There were no links to the data that Mauro used, but it was pretty easy to find the datasets from 2005 to 2016, namely 12 years of wild fires in Sardinia.
I like scrollytelling, but I wanted to do something quick this time. I also wanted to try an online tool (it’s also a library, but I used the online tool) developed by Uber: Kepler.gl.
Shapefiles? GeoPandas!
The datasets from 2005 to 2016 contain shapefiles, a popular geospatial vector data format. I know that there are several geospatial libraries in Javascript, and of course D3 is awesome for creating maps, but I think that Python is so much better at data wrangling than Javascript, so I decided to go with it.
In Python, if you need to work with data, you pick Pandas.
If you need to work with Geospatial data, you pick GeoPandas.
It’s that simple!
Not much Data Wrangling
Turns out that these datasets were actually pretty good, so I didn’t have to do too much data wrangling. Of course there were differences from year to year, but nothing major. As an example, this is what I did to clean the 2016 dataset:
import os
import geopandas as gpd
gdf2016 = gpd.read_file(os.path.join(data_dir, 'areeIncendiatePerim2016', 'Perimetri_Superfici_Bruciate_2016.shp'))
gdf2016 = gdf2016\
.reset_index(drop=True)\
.drop(columns=['BASE_FID', 'ID_INCE', 'ISTAT', 'ID_PROV', 'STIR', 'STAZIONE',
'COMUNE', 'TIPOLOGIE', 'M2_BOSCO', 'M2_PASCOLO', 'M2_ALTRO', 'SUP_TOT_M2',
'TIPO_INCE', 'dist_ins', 'ID_RILIEVO', 'MODIFICHE'])\
.rename(columns={'TOPONIMO': 'toponym', 'DATA_INCE': 'date', 'N_INCE': 'num_fires', 'SUP_TOT_HA': 'hectars'})
cols = ['toponym', 'hectars', 'date', 'num_fires', 'geometry']
gdf2016 = gdf2016[cols]
Basically I harmonized the datasets from 2005 to 2016, so they had the same structure.
gdf2016.head()
I posted it on the DataIsBeautiful subreddit and it was quite succesfull.

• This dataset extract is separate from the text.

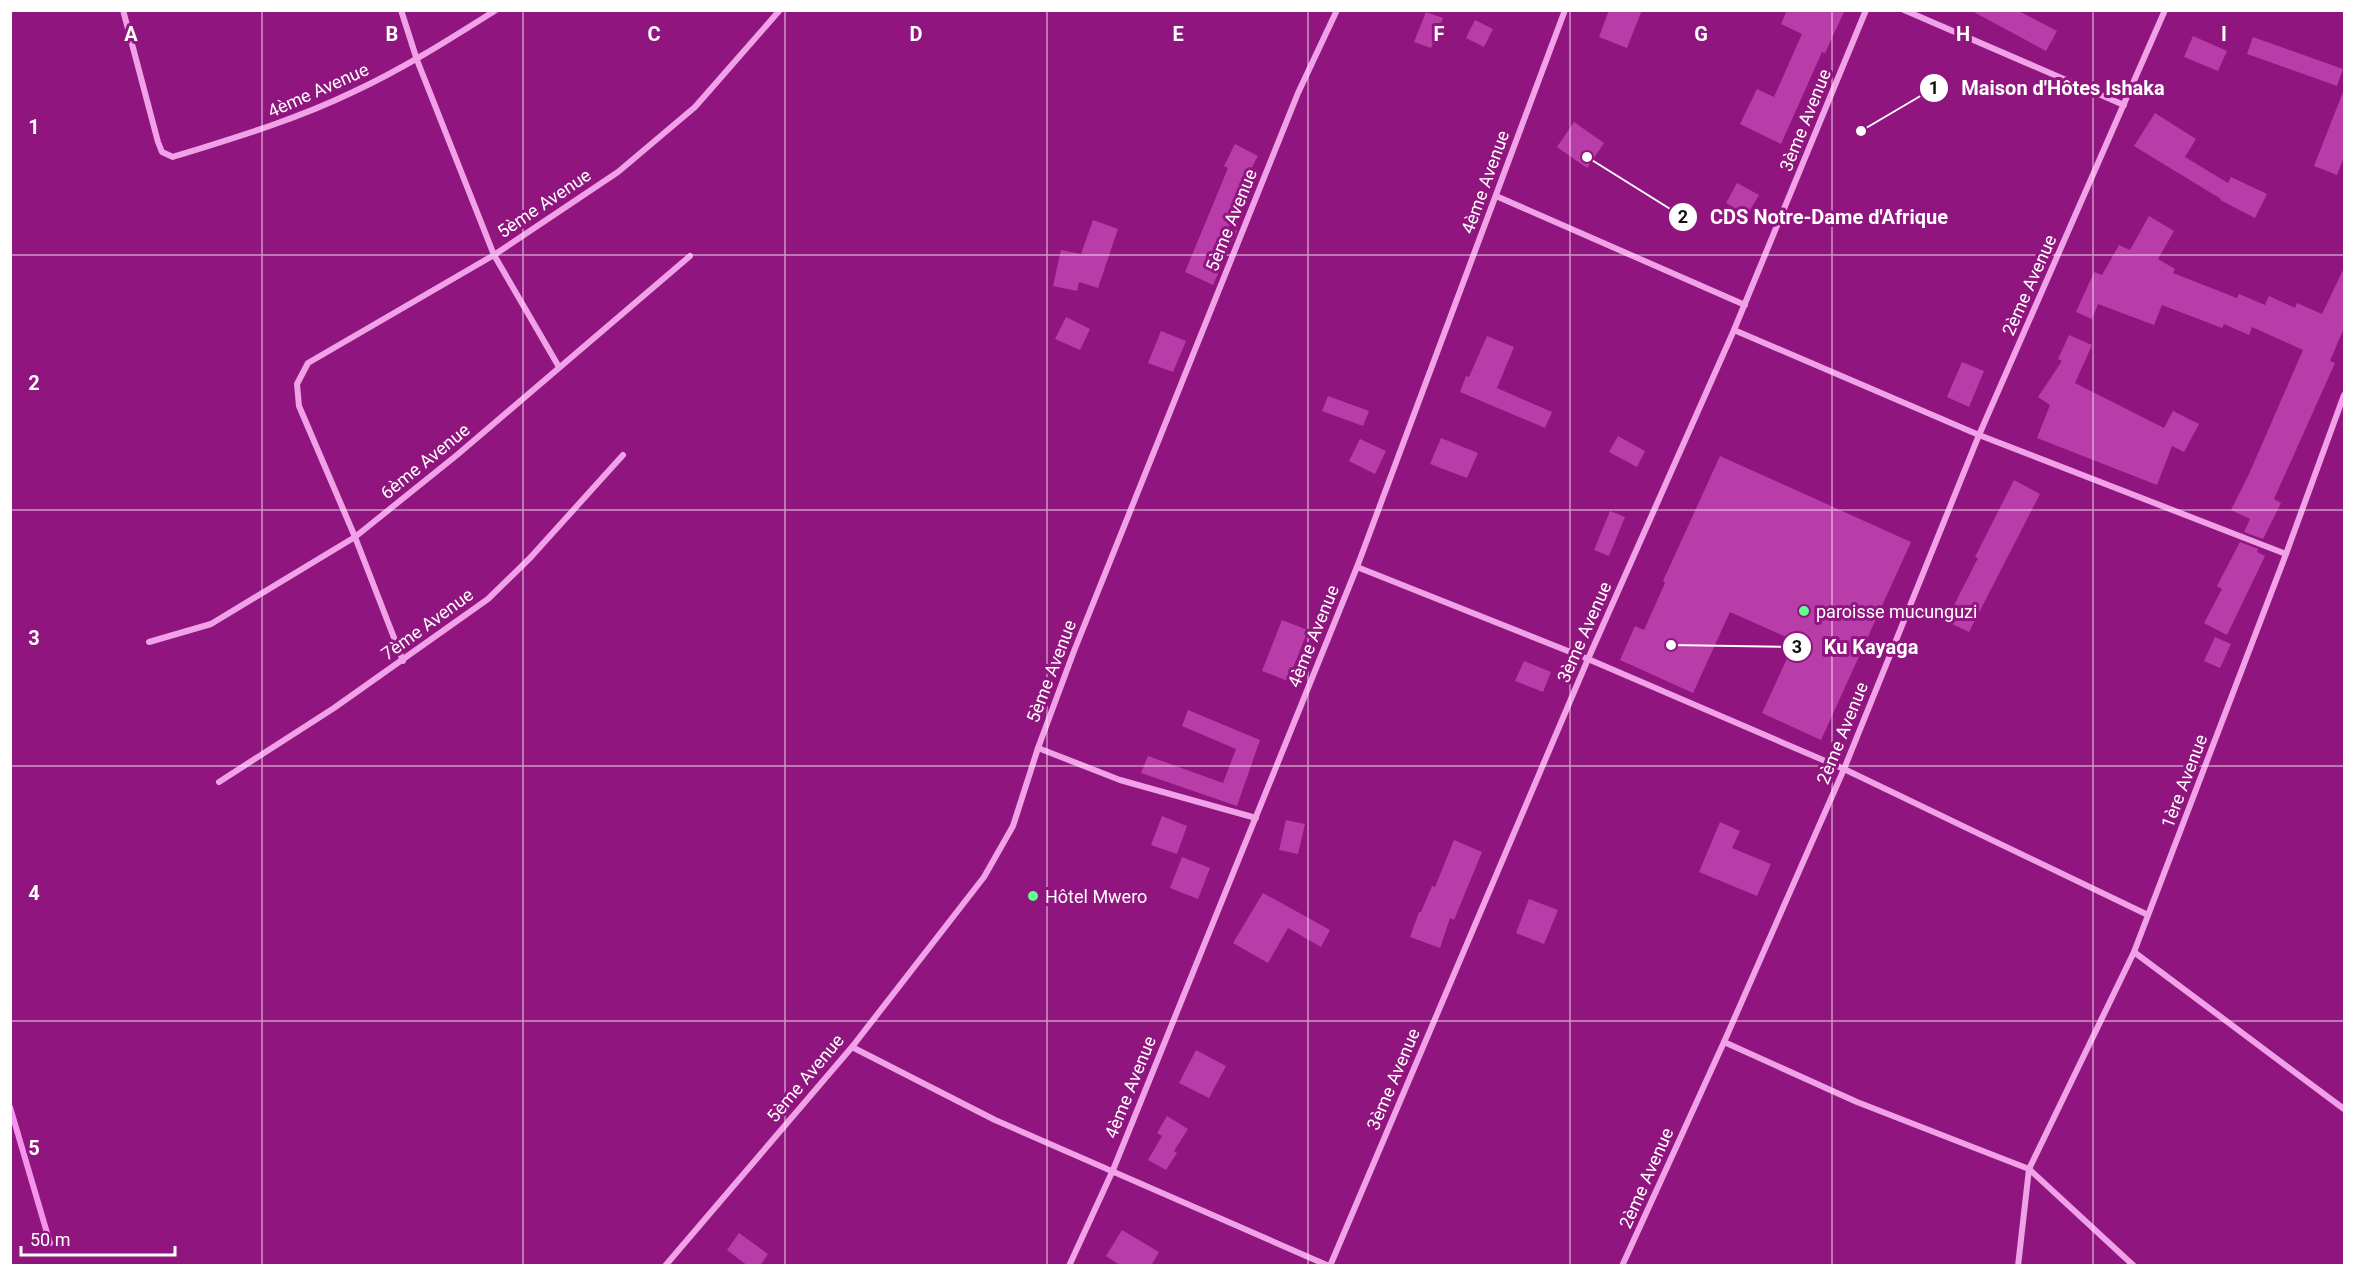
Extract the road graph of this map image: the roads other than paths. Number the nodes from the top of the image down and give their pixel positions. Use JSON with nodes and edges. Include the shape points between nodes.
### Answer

Someone commented that I should have added a legend, and I agree, but apparently I was too lazy to find out how to add it in Kepler.gl.
Other projects where I had to do much more data wrangling had been completely ignored.
Lessons learned:
- Nobody cares about how much you struggled with data wrangling (but you still have to do it).
- Always include a GIF in a README (well, I already knew that…)
- Sardinian cities keep their Italian name in English
Code
You can find the repository on GitHub.
A Note on Reproducibilty
I recently tried to reproduce the notebook and I had to exclude the dataset from 2010. I think this is due to some dependency issues with fiona, which is used by GeoPandas.